Your goal: Present each line of the entries below that holds the word "Libertad".

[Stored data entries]
┌────────
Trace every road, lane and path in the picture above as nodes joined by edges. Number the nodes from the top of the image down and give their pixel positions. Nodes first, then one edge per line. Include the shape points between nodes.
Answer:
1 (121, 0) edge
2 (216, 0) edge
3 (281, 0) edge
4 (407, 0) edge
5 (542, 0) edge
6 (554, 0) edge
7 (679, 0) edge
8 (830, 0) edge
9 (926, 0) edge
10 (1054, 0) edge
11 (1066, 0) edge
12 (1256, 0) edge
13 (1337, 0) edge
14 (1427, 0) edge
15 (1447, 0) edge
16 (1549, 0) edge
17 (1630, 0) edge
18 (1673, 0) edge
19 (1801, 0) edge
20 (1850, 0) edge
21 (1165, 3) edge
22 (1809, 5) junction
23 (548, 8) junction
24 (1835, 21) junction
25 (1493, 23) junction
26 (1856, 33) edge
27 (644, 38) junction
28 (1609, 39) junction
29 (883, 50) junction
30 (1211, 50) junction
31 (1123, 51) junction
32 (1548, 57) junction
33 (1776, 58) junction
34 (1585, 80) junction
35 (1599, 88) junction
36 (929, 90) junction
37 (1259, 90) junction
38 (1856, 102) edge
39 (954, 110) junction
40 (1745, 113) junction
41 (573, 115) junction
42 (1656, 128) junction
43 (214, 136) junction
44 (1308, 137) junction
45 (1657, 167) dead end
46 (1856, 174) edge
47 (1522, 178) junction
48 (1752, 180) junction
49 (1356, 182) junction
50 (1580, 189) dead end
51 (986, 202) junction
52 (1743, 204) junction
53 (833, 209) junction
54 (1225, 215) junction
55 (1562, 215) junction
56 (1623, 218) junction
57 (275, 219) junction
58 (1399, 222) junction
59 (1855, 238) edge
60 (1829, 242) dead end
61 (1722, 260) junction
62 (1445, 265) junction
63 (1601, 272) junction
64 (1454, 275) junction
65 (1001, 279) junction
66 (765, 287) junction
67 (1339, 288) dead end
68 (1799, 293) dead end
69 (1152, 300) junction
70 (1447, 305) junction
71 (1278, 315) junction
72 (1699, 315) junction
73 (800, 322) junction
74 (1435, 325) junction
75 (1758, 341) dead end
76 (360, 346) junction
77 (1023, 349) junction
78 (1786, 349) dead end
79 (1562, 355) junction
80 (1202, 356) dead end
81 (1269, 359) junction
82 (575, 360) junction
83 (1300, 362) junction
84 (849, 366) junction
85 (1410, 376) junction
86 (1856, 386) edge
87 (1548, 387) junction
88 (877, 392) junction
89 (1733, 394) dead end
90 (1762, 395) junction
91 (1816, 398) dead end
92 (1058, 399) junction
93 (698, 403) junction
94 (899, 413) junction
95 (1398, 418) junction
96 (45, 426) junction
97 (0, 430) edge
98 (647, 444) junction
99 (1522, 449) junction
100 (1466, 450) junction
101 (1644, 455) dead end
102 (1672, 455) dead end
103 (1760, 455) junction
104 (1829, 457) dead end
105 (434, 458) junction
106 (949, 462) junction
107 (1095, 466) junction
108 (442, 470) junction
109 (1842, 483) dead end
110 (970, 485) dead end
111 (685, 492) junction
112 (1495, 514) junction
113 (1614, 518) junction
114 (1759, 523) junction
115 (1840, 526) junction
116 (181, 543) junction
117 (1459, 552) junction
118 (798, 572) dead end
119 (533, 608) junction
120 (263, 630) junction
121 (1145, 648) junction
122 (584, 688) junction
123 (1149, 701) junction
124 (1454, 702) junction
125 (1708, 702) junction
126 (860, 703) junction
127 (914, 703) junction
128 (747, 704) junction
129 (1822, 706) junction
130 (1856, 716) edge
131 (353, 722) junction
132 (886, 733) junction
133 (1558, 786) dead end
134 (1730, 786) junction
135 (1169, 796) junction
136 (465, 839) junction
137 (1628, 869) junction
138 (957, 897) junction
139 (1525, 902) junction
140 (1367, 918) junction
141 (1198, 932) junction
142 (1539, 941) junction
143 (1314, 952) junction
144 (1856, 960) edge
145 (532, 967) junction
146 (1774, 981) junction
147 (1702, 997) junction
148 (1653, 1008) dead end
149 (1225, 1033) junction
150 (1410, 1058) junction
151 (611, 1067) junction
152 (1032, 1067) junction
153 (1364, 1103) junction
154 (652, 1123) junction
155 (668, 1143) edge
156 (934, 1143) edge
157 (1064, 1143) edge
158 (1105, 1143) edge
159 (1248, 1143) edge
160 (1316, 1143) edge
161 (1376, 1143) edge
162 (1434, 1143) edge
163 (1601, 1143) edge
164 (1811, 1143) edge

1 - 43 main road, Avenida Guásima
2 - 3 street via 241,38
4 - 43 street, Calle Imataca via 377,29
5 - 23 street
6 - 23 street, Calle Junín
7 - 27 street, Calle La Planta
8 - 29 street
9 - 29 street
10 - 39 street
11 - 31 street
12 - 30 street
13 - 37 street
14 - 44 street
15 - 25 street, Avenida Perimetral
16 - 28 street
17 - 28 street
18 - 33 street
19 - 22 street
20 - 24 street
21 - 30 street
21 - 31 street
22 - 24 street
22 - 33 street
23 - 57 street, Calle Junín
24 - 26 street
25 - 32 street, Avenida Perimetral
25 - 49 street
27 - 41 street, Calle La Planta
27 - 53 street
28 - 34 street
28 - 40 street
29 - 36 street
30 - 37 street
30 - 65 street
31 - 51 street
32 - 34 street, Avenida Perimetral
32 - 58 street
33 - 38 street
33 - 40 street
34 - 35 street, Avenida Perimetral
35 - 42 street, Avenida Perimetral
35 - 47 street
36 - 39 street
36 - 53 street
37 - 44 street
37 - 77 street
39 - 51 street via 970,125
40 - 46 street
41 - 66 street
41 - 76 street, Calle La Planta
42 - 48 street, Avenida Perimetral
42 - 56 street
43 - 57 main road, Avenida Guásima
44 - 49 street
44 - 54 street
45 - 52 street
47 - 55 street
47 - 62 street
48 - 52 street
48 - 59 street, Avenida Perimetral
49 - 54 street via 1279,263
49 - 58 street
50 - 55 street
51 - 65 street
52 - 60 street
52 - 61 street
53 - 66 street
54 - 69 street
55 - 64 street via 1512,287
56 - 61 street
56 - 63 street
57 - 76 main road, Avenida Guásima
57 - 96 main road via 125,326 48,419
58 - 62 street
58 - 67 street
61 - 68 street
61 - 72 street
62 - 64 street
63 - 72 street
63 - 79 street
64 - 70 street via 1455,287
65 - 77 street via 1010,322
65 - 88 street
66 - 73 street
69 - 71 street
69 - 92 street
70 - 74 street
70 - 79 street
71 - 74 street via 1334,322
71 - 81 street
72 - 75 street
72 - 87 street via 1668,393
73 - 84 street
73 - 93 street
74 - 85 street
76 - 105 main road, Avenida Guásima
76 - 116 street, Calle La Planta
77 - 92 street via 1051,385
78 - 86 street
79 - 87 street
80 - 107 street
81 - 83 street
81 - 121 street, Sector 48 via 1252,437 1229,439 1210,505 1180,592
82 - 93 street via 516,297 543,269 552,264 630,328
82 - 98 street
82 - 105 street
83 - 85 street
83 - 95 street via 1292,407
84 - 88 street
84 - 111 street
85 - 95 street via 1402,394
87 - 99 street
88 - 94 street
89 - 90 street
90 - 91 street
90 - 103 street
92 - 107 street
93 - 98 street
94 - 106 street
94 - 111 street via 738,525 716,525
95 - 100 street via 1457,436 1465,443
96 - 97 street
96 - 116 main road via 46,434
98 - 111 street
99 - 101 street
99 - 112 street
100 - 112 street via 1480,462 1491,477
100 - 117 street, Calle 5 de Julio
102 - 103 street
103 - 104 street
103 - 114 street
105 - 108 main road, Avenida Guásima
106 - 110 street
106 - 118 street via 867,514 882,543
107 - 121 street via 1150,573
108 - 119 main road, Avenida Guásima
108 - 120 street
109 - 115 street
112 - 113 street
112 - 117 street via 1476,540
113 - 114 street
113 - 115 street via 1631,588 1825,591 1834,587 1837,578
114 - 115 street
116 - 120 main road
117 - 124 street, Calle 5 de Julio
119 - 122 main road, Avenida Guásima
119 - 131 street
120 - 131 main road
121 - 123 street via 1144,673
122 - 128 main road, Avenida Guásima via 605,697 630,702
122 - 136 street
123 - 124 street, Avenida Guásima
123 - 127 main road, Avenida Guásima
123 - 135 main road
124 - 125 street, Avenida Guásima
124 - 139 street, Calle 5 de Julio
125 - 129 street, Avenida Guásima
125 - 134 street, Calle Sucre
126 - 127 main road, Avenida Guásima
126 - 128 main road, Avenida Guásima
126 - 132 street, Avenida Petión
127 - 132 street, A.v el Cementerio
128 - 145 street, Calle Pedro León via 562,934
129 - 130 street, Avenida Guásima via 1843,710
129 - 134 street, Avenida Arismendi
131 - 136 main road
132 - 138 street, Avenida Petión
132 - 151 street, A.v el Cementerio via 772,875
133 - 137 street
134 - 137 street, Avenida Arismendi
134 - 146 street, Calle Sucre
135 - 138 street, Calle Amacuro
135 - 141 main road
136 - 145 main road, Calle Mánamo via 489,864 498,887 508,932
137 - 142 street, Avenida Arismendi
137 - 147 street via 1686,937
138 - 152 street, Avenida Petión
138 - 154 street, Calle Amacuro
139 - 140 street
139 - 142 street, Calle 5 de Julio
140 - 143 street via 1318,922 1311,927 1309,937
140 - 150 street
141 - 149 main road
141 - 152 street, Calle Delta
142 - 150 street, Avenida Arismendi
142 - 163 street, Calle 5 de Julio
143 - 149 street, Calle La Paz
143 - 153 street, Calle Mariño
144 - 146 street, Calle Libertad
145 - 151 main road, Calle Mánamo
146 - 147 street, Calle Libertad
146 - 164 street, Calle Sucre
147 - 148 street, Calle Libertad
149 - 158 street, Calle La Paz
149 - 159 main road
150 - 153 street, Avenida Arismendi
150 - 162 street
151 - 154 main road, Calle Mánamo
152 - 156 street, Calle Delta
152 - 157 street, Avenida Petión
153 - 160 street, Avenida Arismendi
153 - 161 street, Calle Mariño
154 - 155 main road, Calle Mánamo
└────────
Task solution:
144 - 146 street, Calle Libertad
146 - 147 street, Calle Libertad
147 - 148 street, Calle Libertad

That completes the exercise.